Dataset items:

....................

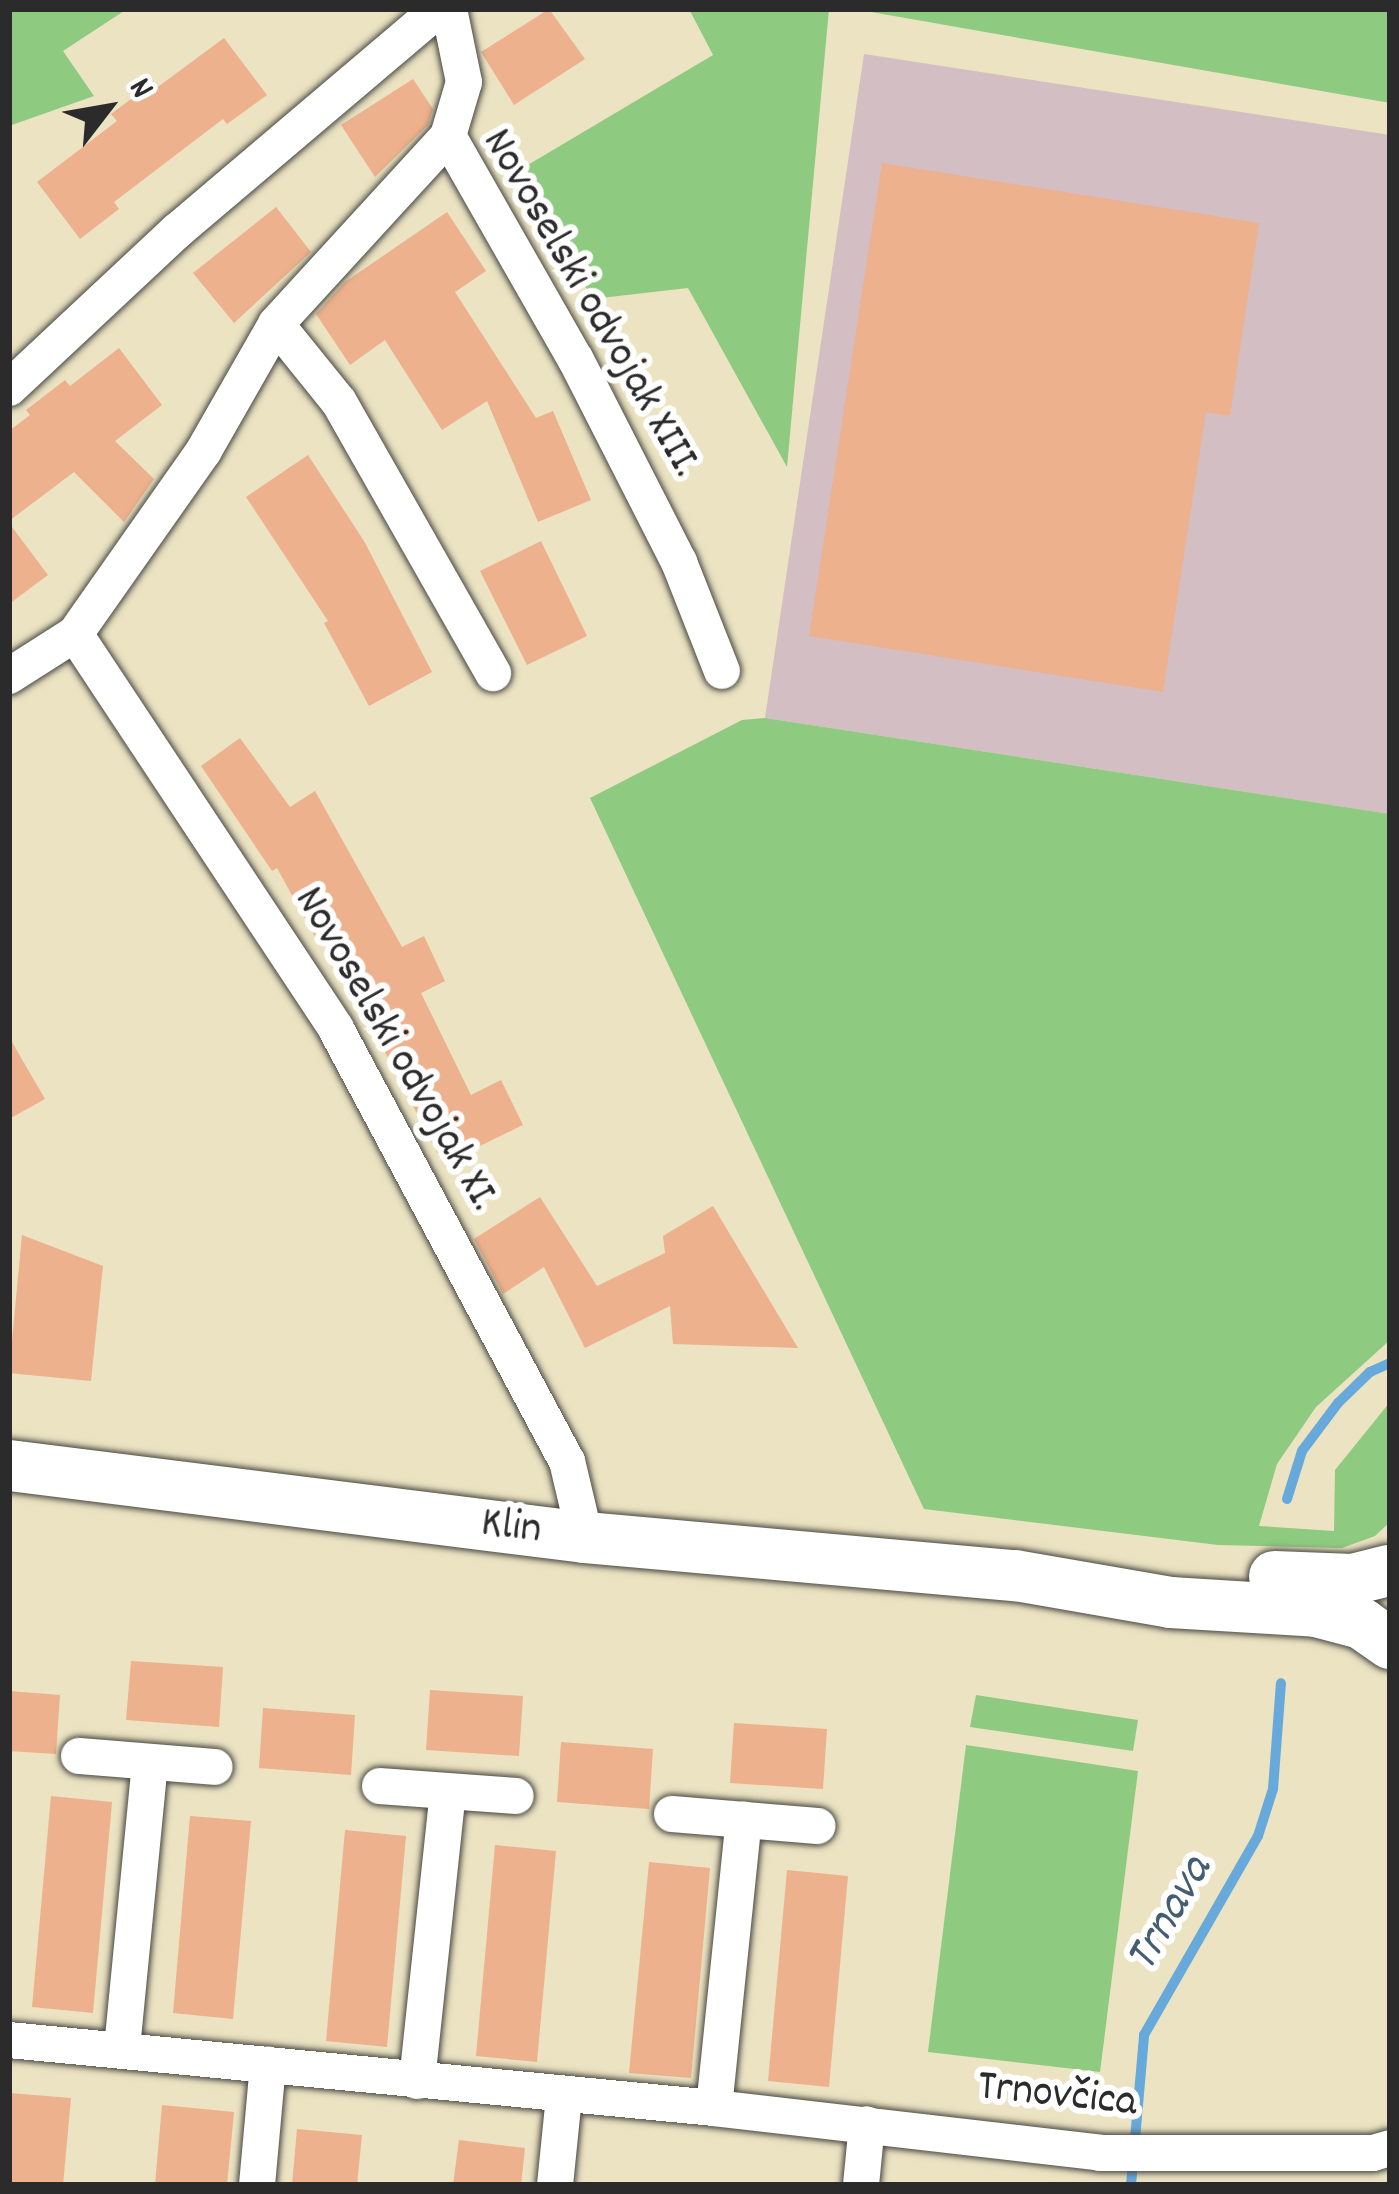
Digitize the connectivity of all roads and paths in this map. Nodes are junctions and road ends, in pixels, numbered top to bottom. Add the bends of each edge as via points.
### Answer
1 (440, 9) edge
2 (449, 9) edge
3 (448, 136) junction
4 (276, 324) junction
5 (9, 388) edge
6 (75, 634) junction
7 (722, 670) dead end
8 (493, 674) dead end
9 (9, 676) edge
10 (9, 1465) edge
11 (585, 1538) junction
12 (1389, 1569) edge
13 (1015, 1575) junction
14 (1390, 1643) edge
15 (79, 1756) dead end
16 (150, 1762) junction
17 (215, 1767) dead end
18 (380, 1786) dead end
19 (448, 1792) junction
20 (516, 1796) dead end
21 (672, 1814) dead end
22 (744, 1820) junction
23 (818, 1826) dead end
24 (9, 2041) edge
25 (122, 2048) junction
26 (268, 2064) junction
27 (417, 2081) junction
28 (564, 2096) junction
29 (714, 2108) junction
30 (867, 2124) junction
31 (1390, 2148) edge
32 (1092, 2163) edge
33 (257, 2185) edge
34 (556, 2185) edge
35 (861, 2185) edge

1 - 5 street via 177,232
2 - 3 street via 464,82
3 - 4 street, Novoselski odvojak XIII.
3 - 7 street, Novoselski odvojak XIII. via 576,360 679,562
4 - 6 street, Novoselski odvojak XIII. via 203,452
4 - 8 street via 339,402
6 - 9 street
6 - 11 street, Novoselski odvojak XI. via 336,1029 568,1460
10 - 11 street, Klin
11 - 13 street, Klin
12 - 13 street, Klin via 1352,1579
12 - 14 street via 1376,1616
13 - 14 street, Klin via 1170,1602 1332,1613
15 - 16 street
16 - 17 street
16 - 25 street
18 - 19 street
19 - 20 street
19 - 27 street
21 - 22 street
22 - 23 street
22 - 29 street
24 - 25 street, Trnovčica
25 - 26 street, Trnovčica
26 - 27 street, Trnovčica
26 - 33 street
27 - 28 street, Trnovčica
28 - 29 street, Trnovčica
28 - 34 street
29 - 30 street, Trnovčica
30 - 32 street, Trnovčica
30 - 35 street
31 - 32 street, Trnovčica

....................

▶ [Prompt] Examine each line of the records above and tally those with the string "dead". State the total alone.

▶ [Solution for this problem] 8